Start of Records provided
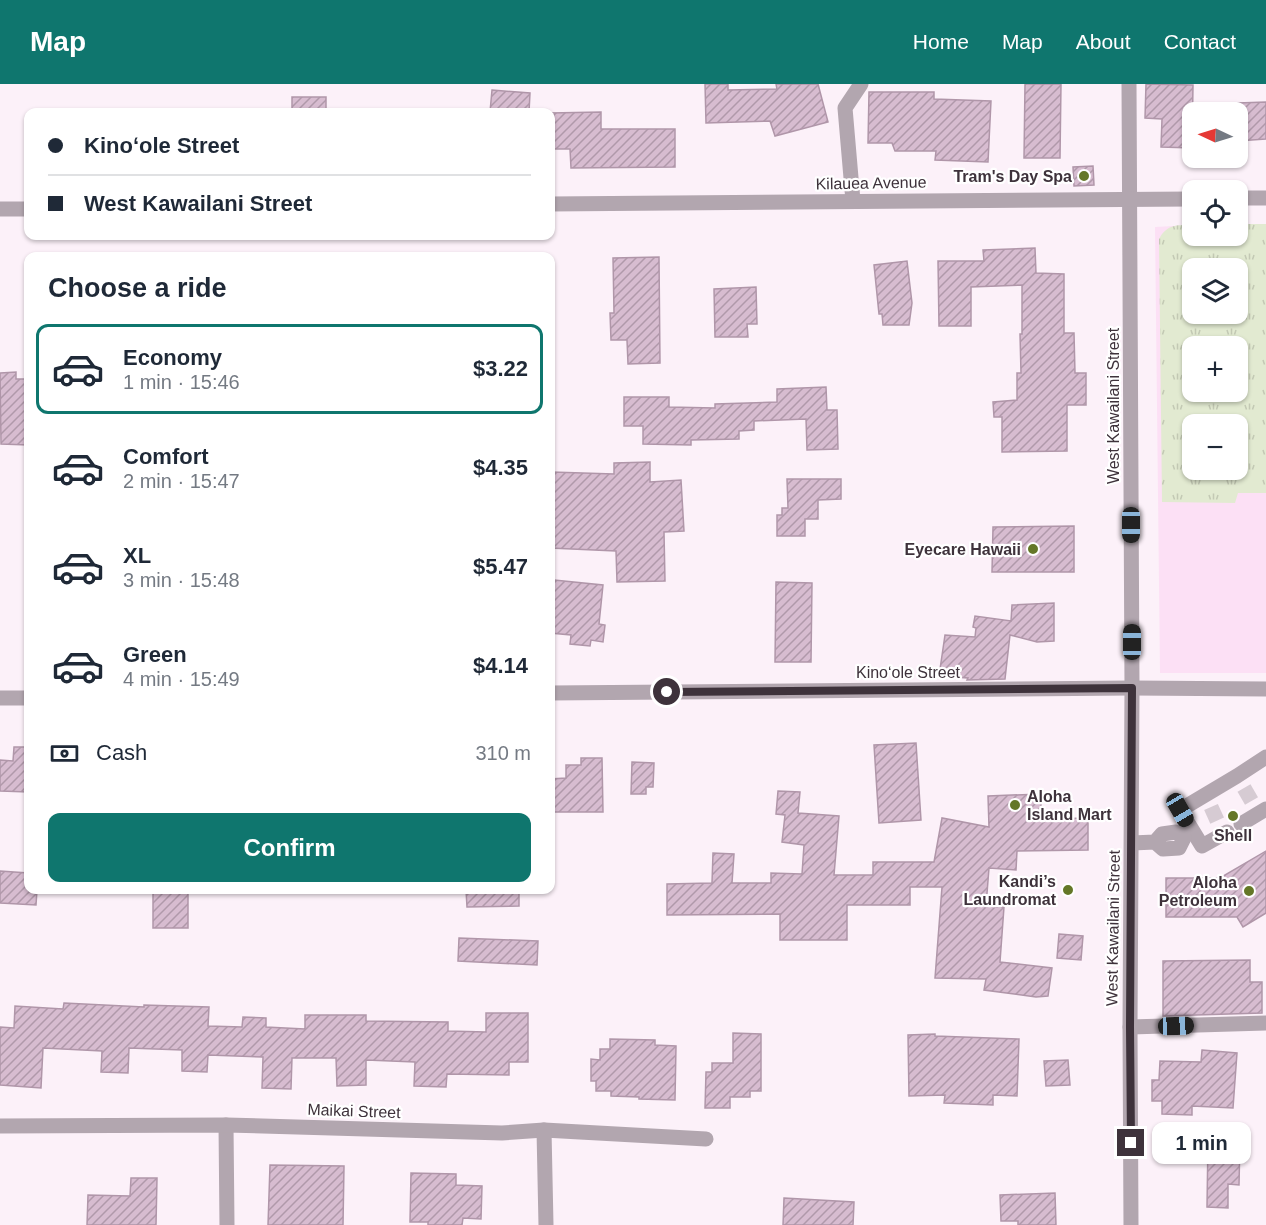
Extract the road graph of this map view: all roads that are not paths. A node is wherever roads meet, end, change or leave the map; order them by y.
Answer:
1 (861, 84) edge
2 (1129, 84) edge
3 (1248, 198) edge
4 (1266, 198) edge
5 (1130, 199) junction
6 (1182, 199) edge
7 (853, 201) junction
8 (555, 204) edge
9 (0, 209) edge
10 (24, 209) edge
11 (1132, 688) junction
12 (1266, 689) edge
13 (555, 693) edge
14 (0, 698) edge
15 (24, 698) edge
16 (1266, 757) edge
17 (1260, 809) edge
18 (1188, 836) junction
19 (1132, 843) junction
20 (1266, 1023) edge
21 (1130, 1027) junction
22 (226, 1125) junction
23 (0, 1126) edge
24 (544, 1130) junction
25 (706, 1139) dead end
26 (227, 1225) edge
27 (546, 1225) edge
28 (1131, 1225) edge

1 - 7 street
2 - 5 street, West Kawailani Street
3 - 4 street
5 - 6 street, Kilauea Avenue
5 - 7 street, Kilauea Avenue
5 - 11 street, West Kawailani Street
7 - 8 street, Kilauea Avenue
9 - 10 street
11 - 12 street, Kinoʻole Street
11 - 13 street, Kinoʻole Street
11 - 19 street, West Kawailani Street
14 - 15 street
16 - 18 street
17 - 18 street
18 - 19 street
19 - 21 street, West Kawailani Street
20 - 21 street
21 - 28 street, West Kawailani Street
22 - 23 street, Maikai Street
22 - 24 street, Maikai Street
22 - 26 street
24 - 25 street, Maikai Street
24 - 27 street

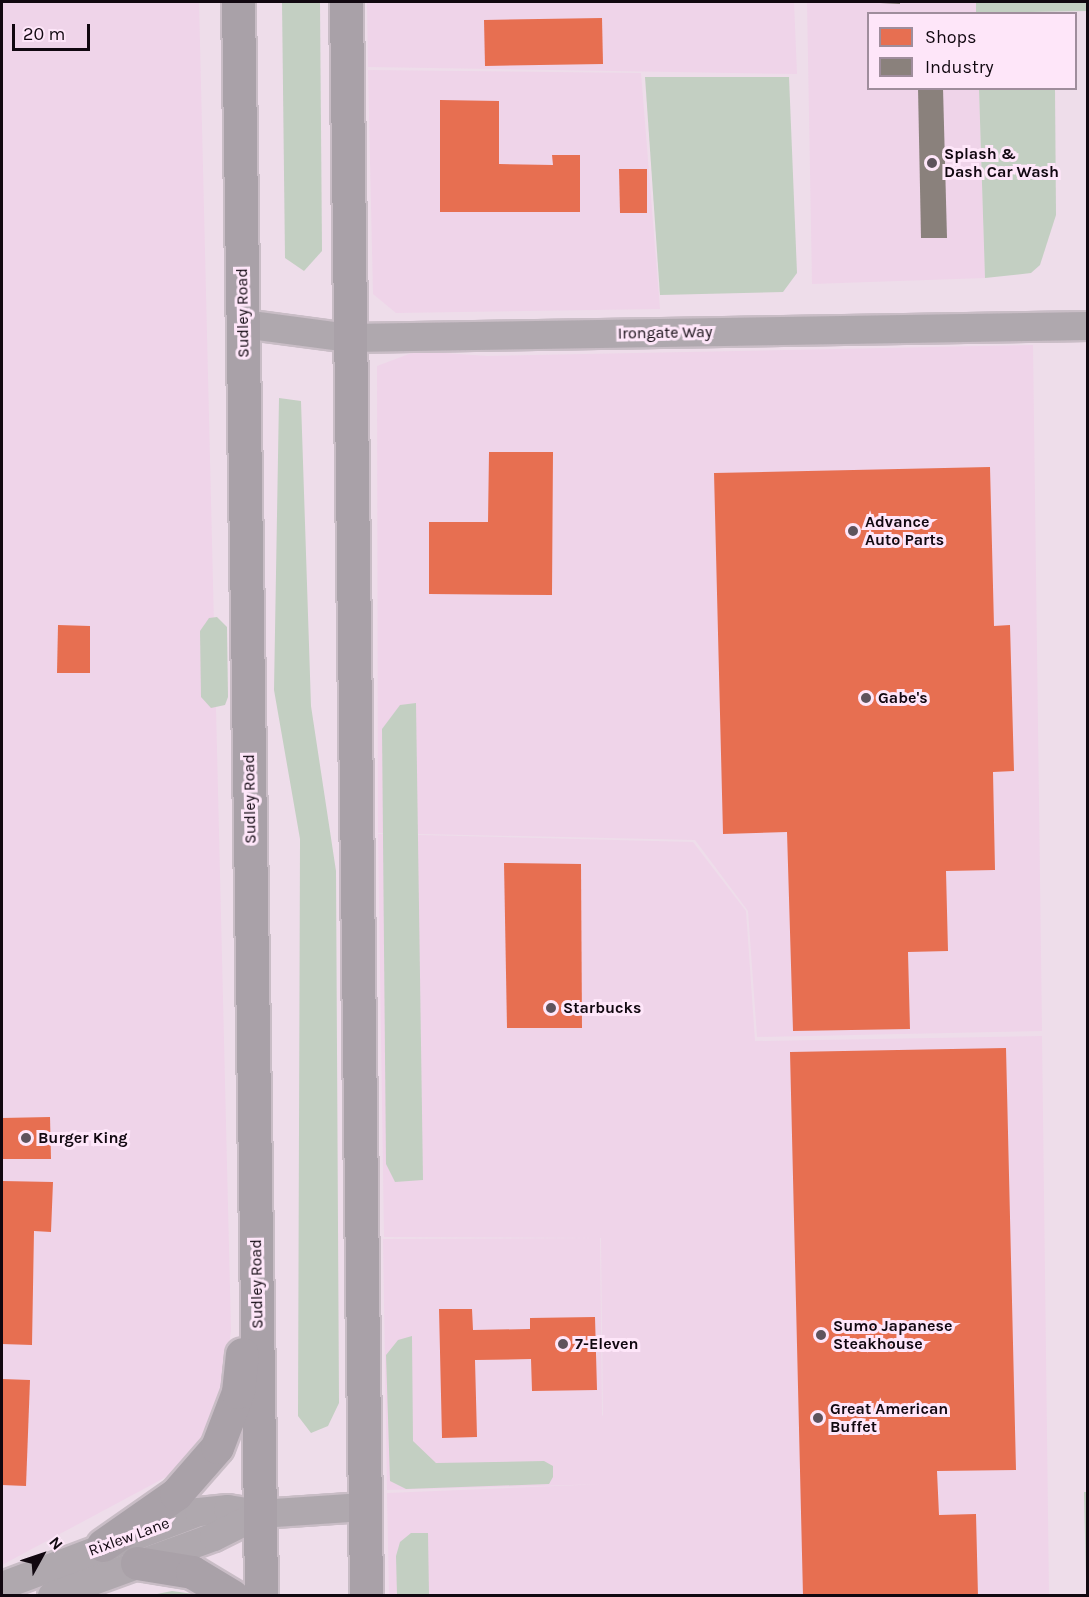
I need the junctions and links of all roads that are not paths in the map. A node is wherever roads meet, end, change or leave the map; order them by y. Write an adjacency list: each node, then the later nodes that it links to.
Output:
1 (238, 2): 3 (main road, Sudley Road)
2 (346, 2): 5 (main road)
3 (243, 324): 5 (street, Irongate Way); 6 (main road, Sudley Road)
4 (1088, 326): 5 (street, Irongate Way)
5 (350, 338): 7 (main road)
6 (256, 1233): 8 (main road, Sudley Road); 9 (main road)
7 (364, 1507): 8 (street, Rixlew Lane); 15 (main road)
8 (260, 1514): 9 (street, Rixlew Lane); 10 (street, Rixlew Lane); 14 (main road, Sudley Road)
9 (104, 1545): 11 (street, Rixlew Lane)
10 (137, 1563): 12 (street, Rixlew Lane); 13 (main road)
11 (2, 1586)
12 (52, 1596)
13 (232, 1596)
14 (261, 1596)
15 (366, 1596)

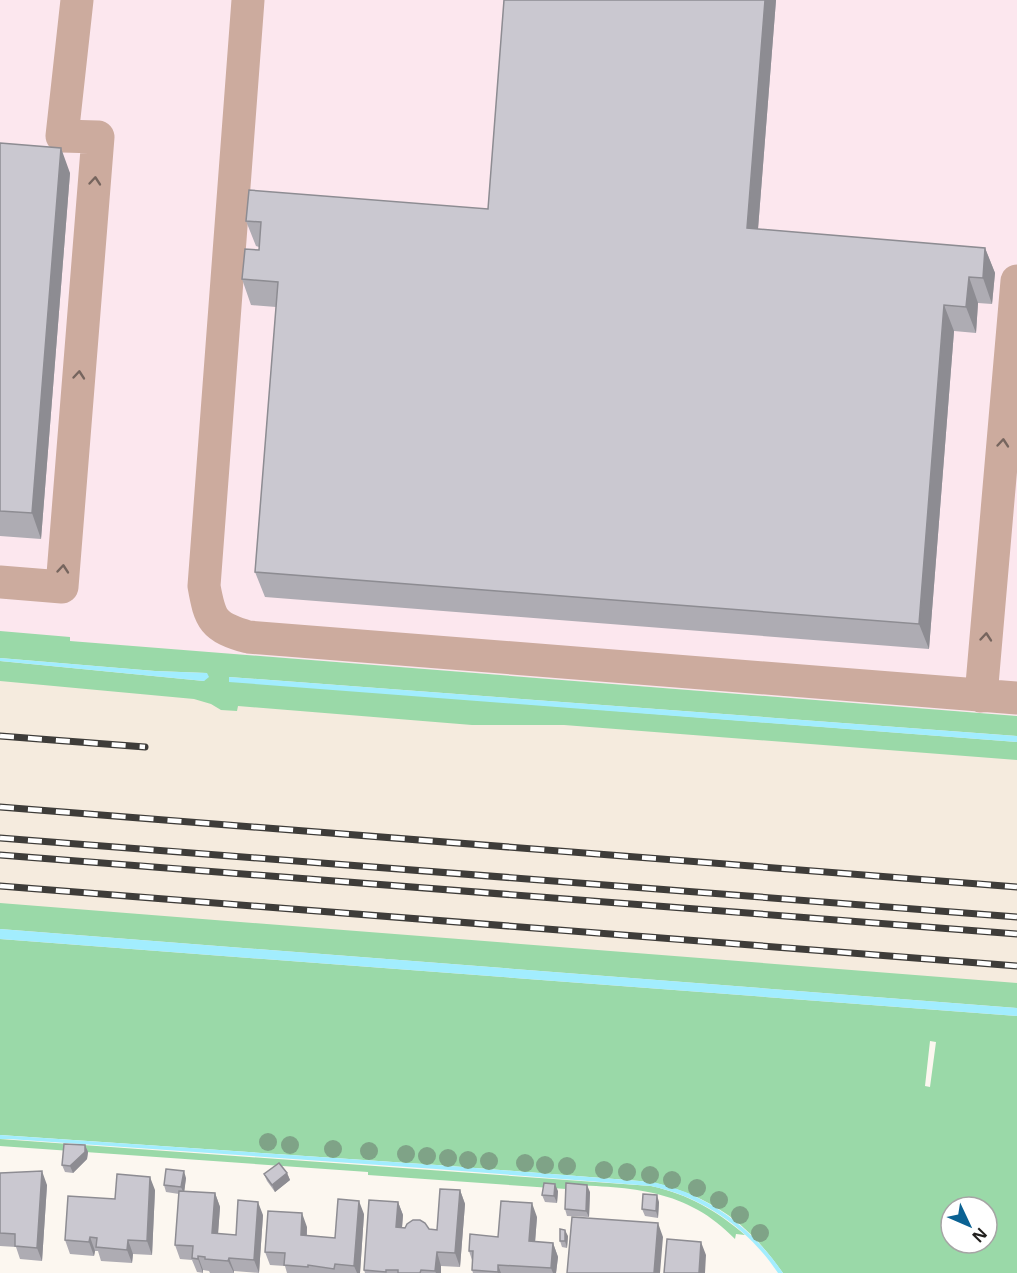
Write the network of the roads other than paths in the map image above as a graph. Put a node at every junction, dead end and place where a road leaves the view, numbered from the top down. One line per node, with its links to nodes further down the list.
1 (77, 0): 4 (lane, one-way to 1)
2 (248, 0): 5 (lane)
3 (1017, 281): 5 (lane, one-way to 3)
4 (0, 582)
5 (981, 696): 6 (lane)
6 (1017, 698)

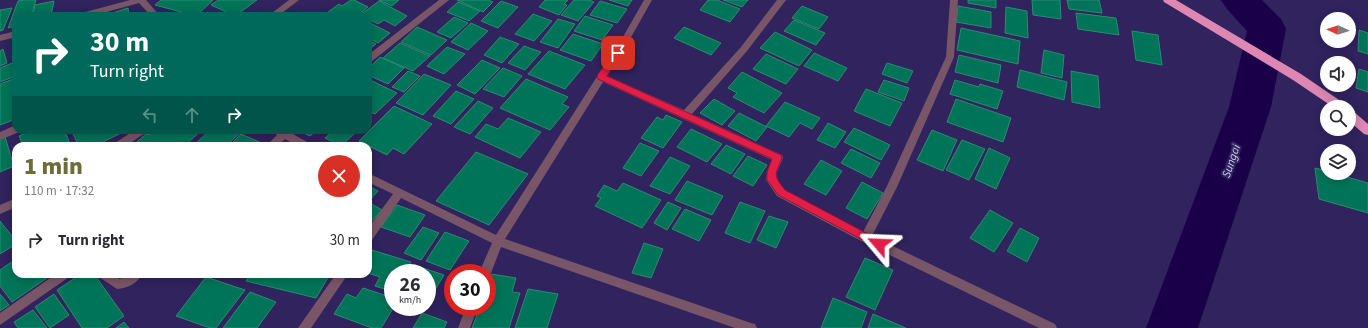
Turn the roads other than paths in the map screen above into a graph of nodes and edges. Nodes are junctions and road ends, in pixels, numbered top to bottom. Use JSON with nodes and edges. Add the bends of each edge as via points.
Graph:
{"nodes":[{"id":1,"x":140,"y":0,"type":"edge"},
{"id":2,"x":295,"y":0,"type":"edge"},
{"id":3,"x":445,"y":0,"type":"edge"},
{"id":4,"x":648,"y":0,"type":"edge"},
{"id":5,"x":782,"y":0,"type":"edge"},
{"id":6,"x":954,"y":0,"type":"edge"},
{"id":7,"x":1168,"y":0,"type":"edge"},
{"id":8,"x":96,"y":12,"type":"edge"},
{"id":9,"x":152,"y":12,"type":"edge"},
{"id":10,"x":278,"y":12,"type":"edge"},
{"id":11,"x":12,"y":35,"type":"edge"},
{"id":12,"x":0,"y":38,"type":"edge"},
{"id":13,"x":372,"y":57,"type":"edge"},
{"id":14,"x":601,"y":77,"type":"junction"},
{"id":15,"x":1331,"y":100,"type":"edge"},
{"id":16,"x":685,"y":115,"type":"junction"},
{"id":17,"x":1356,"y":120,"type":"edge"},
{"id":18,"x":12,"y":131,"type":"edge"},
{"id":19,"x":1368,"y":131,"type":"edge"},
{"id":20,"x":136,"y":134,"type":"edge"},
{"id":21,"x":287,"y":134,"type":"edge"},
{"id":22,"x":0,"y":136,"type":"edge"},
{"id":23,"x":124,"y":142,"type":"edge"},
{"id":24,"x":300,"y":142,"type":"edge"},
{"id":25,"x":372,"y":179,"type":"edge"},
{"id":26,"x":399,"y":193,"type":"junction"},
{"id":27,"x":12,"y":204,"type":"edge"},
{"id":28,"x":0,"y":210,"type":"edge"},
{"id":29,"x":372,"y":231,"type":"edge"},
{"id":30,"x":865,"y":238,"type":"junction"},
{"id":31,"x":498,"y":241,"type":"junction"},
{"id":32,"x":489,"y":264,"type":"edge"},
{"id":33,"x":59,"y":278,"type":"edge"},
{"id":34,"x":109,"y":278,"type":"edge"},
{"id":35,"x":132,"y":278,"type":"edge"},
{"id":36,"x":339,"y":278,"type":"edge"},
{"id":37,"x":469,"y":316,"type":"edge"},
{"id":38,"x":0,"y":320,"type":"edge"},
{"id":39,"x":304,"y":328,"type":"edge"},
{"id":40,"x":464,"y":328,"type":"edge"},
{"id":41,"x":751,"y":328,"type":"edge"},
{"id":42,"x":1051,"y":328,"type":"edge"}],
"edges":[{"from":1,"to":8,"type":"street"},
{"from":1,"to":9,"type":"street"},
{"from":2,"to":10,"type":"street"},
{"from":3,"to":13,"type":"street"},
{"from":4,"to":14,"type":"street","via":[[618,53]]},
{"from":5,"to":16,"type":"street","via":[[744,49]]},
{"from":6,"to":30,"type":"street","via":[[950,57],[892,187]]},
{"from":7,"to":15,"type":"highway"},
{"from":11,"to":12,"type":"street"},
{"from":14,"to":16,"type":"street"},
{"from":14,"to":31,"type":"street"},
{"from":16,"to":30,"type":"street","via":[[778,158],[771,180],[781,193]]},
{"from":17,"to":19,"type":"highway"},
{"from":18,"to":22,"type":"street"},
{"from":20,"to":23,"type":"street"},
{"from":21,"to":24,"type":"street"},
{"from":25,"to":26,"type":"street"},
{"from":26,"to":29,"type":"street"},
{"from":26,"to":31,"type":"street"},
{"from":27,"to":28,"type":"street"},
{"from":30,"to":42,"type":"street"},
{"from":31,"to":32,"type":"street"},
{"from":31,"to":41,"type":"street"},
{"from":33,"to":38,"type":"street"},
{"from":34,"to":35,"type":"street","via":[[117,284],[125,284]]},
{"from":36,"to":39,"type":"street"},
{"from":37,"to":40,"type":"street"}]}
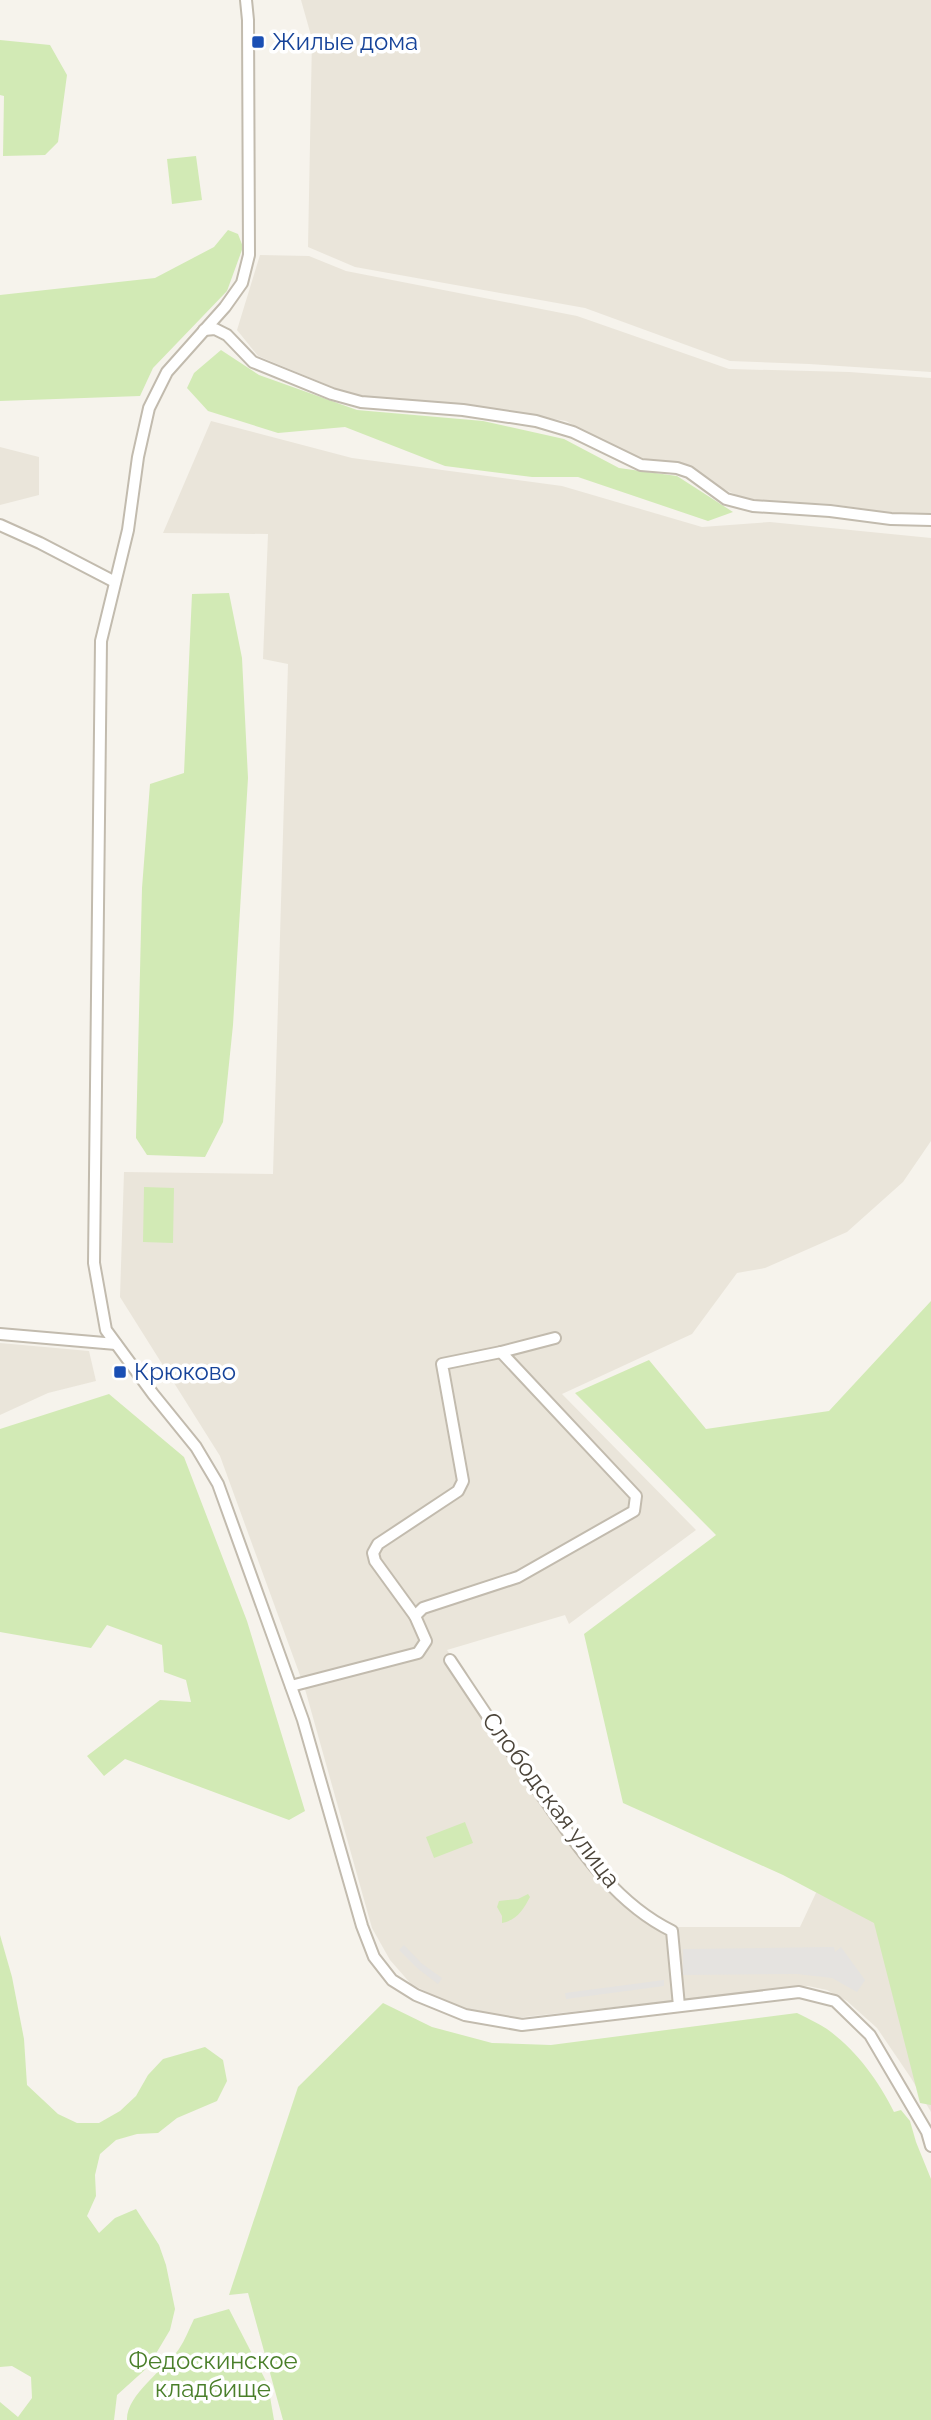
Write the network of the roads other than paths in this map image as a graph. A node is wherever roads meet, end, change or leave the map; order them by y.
End of Records provided
Work required: Only one part of the material above is wanted: the lines from the one with "Write the network of the roads other than paths in the" up to and including the one with "Turn the roads". Please copy them exactly, pictures left out.

Written response:
Write the network of the roads other than paths in the map image above as a graph. Put a node at every junction, dead end and place where a road leaves the view, numbered from the top down. One line per node, with its links to nodes further down the list.
1 (77, 0): 4 (lane, one-way to 1)
2 (248, 0): 5 (lane)
3 (1017, 281): 5 (lane, one-way to 3)
4 (0, 582)
5 (981, 696): 6 (lane)
6 (1017, 698)

Turn the roads other than paths in the map screen above into a graph of nodes and edges. Nodes are junctions and road ends, in pixels, numbered top to bottom. Use JSON with nodes and edges. Add the bends of each edge as via points.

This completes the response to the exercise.